**Stored items:**
====

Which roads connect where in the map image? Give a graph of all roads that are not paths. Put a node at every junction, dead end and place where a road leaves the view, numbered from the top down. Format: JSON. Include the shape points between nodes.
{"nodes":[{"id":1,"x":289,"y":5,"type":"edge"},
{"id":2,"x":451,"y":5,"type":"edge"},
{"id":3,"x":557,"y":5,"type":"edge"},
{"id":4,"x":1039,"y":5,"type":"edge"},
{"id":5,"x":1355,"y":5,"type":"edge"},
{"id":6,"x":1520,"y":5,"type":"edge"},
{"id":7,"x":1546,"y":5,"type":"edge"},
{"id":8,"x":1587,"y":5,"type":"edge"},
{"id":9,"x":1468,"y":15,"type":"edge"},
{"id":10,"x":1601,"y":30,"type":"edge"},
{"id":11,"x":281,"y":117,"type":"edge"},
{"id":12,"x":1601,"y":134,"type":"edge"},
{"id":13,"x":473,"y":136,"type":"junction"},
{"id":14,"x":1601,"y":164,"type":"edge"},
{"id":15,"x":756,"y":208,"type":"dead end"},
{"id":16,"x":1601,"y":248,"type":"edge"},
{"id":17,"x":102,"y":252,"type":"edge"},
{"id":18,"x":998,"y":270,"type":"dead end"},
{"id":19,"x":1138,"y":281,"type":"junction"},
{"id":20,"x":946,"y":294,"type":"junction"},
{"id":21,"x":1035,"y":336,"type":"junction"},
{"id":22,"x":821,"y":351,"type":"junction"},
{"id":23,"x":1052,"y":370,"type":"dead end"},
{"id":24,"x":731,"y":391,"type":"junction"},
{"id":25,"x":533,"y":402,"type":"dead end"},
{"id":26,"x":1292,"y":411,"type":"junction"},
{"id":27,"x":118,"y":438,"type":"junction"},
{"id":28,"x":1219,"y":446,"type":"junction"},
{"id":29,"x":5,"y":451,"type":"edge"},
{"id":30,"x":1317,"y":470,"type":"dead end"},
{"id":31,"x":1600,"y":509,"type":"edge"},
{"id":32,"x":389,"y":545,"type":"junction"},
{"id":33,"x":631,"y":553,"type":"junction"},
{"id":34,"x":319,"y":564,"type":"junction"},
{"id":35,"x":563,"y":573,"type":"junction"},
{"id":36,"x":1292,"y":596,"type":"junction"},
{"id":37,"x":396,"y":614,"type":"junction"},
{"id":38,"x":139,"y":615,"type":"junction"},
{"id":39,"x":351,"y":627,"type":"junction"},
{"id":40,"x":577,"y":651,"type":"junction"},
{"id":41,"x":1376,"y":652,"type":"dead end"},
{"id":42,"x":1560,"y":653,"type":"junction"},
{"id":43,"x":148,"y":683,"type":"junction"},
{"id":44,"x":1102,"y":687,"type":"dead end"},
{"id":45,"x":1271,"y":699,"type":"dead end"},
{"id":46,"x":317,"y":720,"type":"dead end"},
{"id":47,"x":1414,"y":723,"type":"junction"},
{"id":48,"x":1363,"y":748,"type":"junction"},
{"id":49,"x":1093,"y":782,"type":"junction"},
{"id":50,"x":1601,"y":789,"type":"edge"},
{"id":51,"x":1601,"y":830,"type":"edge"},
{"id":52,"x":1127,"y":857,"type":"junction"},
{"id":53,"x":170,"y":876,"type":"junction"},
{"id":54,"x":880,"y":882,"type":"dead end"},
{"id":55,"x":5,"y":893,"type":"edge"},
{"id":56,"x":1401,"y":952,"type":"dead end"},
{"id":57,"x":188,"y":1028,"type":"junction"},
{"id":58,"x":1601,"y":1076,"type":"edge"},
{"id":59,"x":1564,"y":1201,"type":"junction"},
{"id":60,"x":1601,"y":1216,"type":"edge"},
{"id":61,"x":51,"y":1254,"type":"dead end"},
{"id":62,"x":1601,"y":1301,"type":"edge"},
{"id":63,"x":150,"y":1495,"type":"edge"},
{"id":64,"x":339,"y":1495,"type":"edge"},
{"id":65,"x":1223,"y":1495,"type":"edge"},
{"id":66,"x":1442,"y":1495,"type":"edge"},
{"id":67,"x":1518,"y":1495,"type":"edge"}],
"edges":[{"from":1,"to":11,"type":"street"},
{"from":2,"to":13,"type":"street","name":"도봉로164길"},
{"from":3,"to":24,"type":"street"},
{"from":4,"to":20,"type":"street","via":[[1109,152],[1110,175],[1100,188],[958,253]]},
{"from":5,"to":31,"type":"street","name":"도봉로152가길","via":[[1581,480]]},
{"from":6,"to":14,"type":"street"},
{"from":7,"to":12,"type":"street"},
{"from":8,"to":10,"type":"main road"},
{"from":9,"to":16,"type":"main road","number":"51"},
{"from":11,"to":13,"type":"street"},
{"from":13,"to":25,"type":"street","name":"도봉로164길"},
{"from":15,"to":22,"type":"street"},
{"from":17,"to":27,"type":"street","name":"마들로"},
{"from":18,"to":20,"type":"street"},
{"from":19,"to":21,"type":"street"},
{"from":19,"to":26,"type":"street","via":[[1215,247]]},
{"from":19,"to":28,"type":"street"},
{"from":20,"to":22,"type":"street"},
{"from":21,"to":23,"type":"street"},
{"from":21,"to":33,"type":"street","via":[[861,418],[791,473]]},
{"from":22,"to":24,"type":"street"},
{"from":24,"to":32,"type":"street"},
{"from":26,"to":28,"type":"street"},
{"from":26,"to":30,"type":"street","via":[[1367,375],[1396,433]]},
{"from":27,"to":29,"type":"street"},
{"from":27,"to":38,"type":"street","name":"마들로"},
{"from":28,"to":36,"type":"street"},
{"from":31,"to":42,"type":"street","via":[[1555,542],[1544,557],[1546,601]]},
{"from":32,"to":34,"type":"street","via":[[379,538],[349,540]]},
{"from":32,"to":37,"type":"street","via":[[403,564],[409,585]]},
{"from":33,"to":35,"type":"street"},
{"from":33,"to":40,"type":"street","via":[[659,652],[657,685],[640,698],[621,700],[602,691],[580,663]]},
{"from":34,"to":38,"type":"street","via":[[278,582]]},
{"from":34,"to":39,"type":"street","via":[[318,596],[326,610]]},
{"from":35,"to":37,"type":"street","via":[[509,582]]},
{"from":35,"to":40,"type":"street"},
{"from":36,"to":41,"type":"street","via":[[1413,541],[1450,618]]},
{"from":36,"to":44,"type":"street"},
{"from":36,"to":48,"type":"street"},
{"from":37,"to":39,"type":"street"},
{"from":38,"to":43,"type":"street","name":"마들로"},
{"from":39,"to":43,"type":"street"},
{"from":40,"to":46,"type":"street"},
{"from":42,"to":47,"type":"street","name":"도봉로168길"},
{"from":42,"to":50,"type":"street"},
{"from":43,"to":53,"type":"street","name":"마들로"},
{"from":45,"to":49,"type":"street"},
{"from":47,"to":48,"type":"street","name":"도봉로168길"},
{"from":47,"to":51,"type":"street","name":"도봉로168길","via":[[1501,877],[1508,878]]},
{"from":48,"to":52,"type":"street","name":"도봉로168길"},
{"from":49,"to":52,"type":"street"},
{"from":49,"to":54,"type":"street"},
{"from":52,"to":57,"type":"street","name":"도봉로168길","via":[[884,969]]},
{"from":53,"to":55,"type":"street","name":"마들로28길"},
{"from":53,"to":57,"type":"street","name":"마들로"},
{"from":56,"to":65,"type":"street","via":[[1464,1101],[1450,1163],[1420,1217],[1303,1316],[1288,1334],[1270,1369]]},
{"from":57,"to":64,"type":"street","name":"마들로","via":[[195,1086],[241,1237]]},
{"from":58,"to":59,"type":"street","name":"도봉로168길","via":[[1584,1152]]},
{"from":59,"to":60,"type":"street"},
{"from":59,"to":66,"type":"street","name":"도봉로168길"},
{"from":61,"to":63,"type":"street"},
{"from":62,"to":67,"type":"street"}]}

====

Nothing in the data may be left out. Copy all of it exactly.

**ANSWER FOR THIS EXERCISE:**
Which roads connect where in the map image? Give a graph of all roads that are not paths. Put a node at every junction, dead end and place where a road leaves the view, numbered from the top down. Format: JSON. Include the shape points between nodes.
{"nodes":[{"id":1,"x":289,"y":5,"type":"edge"},
{"id":2,"x":451,"y":5,"type":"edge"},
{"id":3,"x":557,"y":5,"type":"edge"},
{"id":4,"x":1039,"y":5,"type":"edge"},
{"id":5,"x":1355,"y":5,"type":"edge"},
{"id":6,"x":1520,"y":5,"type":"edge"},
{"id":7,"x":1546,"y":5,"type":"edge"},
{"id":8,"x":1587,"y":5,"type":"edge"},
{"id":9,"x":1468,"y":15,"type":"edge"},
{"id":10,"x":1601,"y":30,"type":"edge"},
{"id":11,"x":281,"y":117,"type":"edge"},
{"id":12,"x":1601,"y":134,"type":"edge"},
{"id":13,"x":473,"y":136,"type":"junction"},
{"id":14,"x":1601,"y":164,"type":"edge"},
{"id":15,"x":756,"y":208,"type":"dead end"},
{"id":16,"x":1601,"y":248,"type":"edge"},
{"id":17,"x":102,"y":252,"type":"edge"},
{"id":18,"x":998,"y":270,"type":"dead end"},
{"id":19,"x":1138,"y":281,"type":"junction"},
{"id":20,"x":946,"y":294,"type":"junction"},
{"id":21,"x":1035,"y":336,"type":"junction"},
{"id":22,"x":821,"y":351,"type":"junction"},
{"id":23,"x":1052,"y":370,"type":"dead end"},
{"id":24,"x":731,"y":391,"type":"junction"},
{"id":25,"x":533,"y":402,"type":"dead end"},
{"id":26,"x":1292,"y":411,"type":"junction"},
{"id":27,"x":118,"y":438,"type":"junction"},
{"id":28,"x":1219,"y":446,"type":"junction"},
{"id":29,"x":5,"y":451,"type":"edge"},
{"id":30,"x":1317,"y":470,"type":"dead end"},
{"id":31,"x":1600,"y":509,"type":"edge"},
{"id":32,"x":389,"y":545,"type":"junction"},
{"id":33,"x":631,"y":553,"type":"junction"},
{"id":34,"x":319,"y":564,"type":"junction"},
{"id":35,"x":563,"y":573,"type":"junction"},
{"id":36,"x":1292,"y":596,"type":"junction"},
{"id":37,"x":396,"y":614,"type":"junction"},
{"id":38,"x":139,"y":615,"type":"junction"},
{"id":39,"x":351,"y":627,"type":"junction"},
{"id":40,"x":577,"y":651,"type":"junction"},
{"id":41,"x":1376,"y":652,"type":"dead end"},
{"id":42,"x":1560,"y":653,"type":"junction"},
{"id":43,"x":148,"y":683,"type":"junction"},
{"id":44,"x":1102,"y":687,"type":"dead end"},
{"id":45,"x":1271,"y":699,"type":"dead end"},
{"id":46,"x":317,"y":720,"type":"dead end"},
{"id":47,"x":1414,"y":723,"type":"junction"},
{"id":48,"x":1363,"y":748,"type":"junction"},
{"id":49,"x":1093,"y":782,"type":"junction"},
{"id":50,"x":1601,"y":789,"type":"edge"},
{"id":51,"x":1601,"y":830,"type":"edge"},
{"id":52,"x":1127,"y":857,"type":"junction"},
{"id":53,"x":170,"y":876,"type":"junction"},
{"id":54,"x":880,"y":882,"type":"dead end"},
{"id":55,"x":5,"y":893,"type":"edge"},
{"id":56,"x":1401,"y":952,"type":"dead end"},
{"id":57,"x":188,"y":1028,"type":"junction"},
{"id":58,"x":1601,"y":1076,"type":"edge"},
{"id":59,"x":1564,"y":1201,"type":"junction"},
{"id":60,"x":1601,"y":1216,"type":"edge"},
{"id":61,"x":51,"y":1254,"type":"dead end"},
{"id":62,"x":1601,"y":1301,"type":"edge"},
{"id":63,"x":150,"y":1495,"type":"edge"},
{"id":64,"x":339,"y":1495,"type":"edge"},
{"id":65,"x":1223,"y":1495,"type":"edge"},
{"id":66,"x":1442,"y":1495,"type":"edge"},
{"id":67,"x":1518,"y":1495,"type":"edge"}],
"edges":[{"from":1,"to":11,"type":"street"},
{"from":2,"to":13,"type":"street","name":"도봉로164길"},
{"from":3,"to":24,"type":"street"},
{"from":4,"to":20,"type":"street","via":[[1109,152],[1110,175],[1100,188],[958,253]]},
{"from":5,"to":31,"type":"street","name":"도봉로152가길","via":[[1581,480]]},
{"from":6,"to":14,"type":"street"},
{"from":7,"to":12,"type":"street"},
{"from":8,"to":10,"type":"main road"},
{"from":9,"to":16,"type":"main road","number":"51"},
{"from":11,"to":13,"type":"street"},
{"from":13,"to":25,"type":"street","name":"도봉로164길"},
{"from":15,"to":22,"type":"street"},
{"from":17,"to":27,"type":"street","name":"마들로"},
{"from":18,"to":20,"type":"street"},
{"from":19,"to":21,"type":"street"},
{"from":19,"to":26,"type":"street","via":[[1215,247]]},
{"from":19,"to":28,"type":"street"},
{"from":20,"to":22,"type":"street"},
{"from":21,"to":23,"type":"street"},
{"from":21,"to":33,"type":"street","via":[[861,418],[791,473]]},
{"from":22,"to":24,"type":"street"},
{"from":24,"to":32,"type":"street"},
{"from":26,"to":28,"type":"street"},
{"from":26,"to":30,"type":"street","via":[[1367,375],[1396,433]]},
{"from":27,"to":29,"type":"street"},
{"from":27,"to":38,"type":"street","name":"마들로"},
{"from":28,"to":36,"type":"street"},
{"from":31,"to":42,"type":"street","via":[[1555,542],[1544,557],[1546,601]]},
{"from":32,"to":34,"type":"street","via":[[379,538],[349,540]]},
{"from":32,"to":37,"type":"street","via":[[403,564],[409,585]]},
{"from":33,"to":35,"type":"street"},
{"from":33,"to":40,"type":"street","via":[[659,652],[657,685],[640,698],[621,700],[602,691],[580,663]]},
{"from":34,"to":38,"type":"street","via":[[278,582]]},
{"from":34,"to":39,"type":"street","via":[[318,596],[326,610]]},
{"from":35,"to":37,"type":"street","via":[[509,582]]},
{"from":35,"to":40,"type":"street"},
{"from":36,"to":41,"type":"street","via":[[1413,541],[1450,618]]},
{"from":36,"to":44,"type":"street"},
{"from":36,"to":48,"type":"street"},
{"from":37,"to":39,"type":"street"},
{"from":38,"to":43,"type":"street","name":"마들로"},
{"from":39,"to":43,"type":"street"},
{"from":40,"to":46,"type":"street"},
{"from":42,"to":47,"type":"street","name":"도봉로168길"},
{"from":42,"to":50,"type":"street"},
{"from":43,"to":53,"type":"street","name":"마들로"},
{"from":45,"to":49,"type":"street"},
{"from":47,"to":48,"type":"street","name":"도봉로168길"},
{"from":47,"to":51,"type":"street","name":"도봉로168길","via":[[1501,877],[1508,878]]},
{"from":48,"to":52,"type":"street","name":"도봉로168길"},
{"from":49,"to":52,"type":"street"},
{"from":49,"to":54,"type":"street"},
{"from":52,"to":57,"type":"street","name":"도봉로168길","via":[[884,969]]},
{"from":53,"to":55,"type":"street","name":"마들로28길"},
{"from":53,"to":57,"type":"street","name":"마들로"},
{"from":56,"to":65,"type":"street","via":[[1464,1101],[1450,1163],[1420,1217],[1303,1316],[1288,1334],[1270,1369]]},
{"from":57,"to":64,"type":"street","name":"마들로","via":[[195,1086],[241,1237]]},
{"from":58,"to":59,"type":"street","name":"도봉로168길","via":[[1584,1152]]},
{"from":59,"to":60,"type":"street"},
{"from":59,"to":66,"type":"street","name":"도봉로168길"},
{"from":61,"to":63,"type":"street"},
{"from":62,"to":67,"type":"street"}]}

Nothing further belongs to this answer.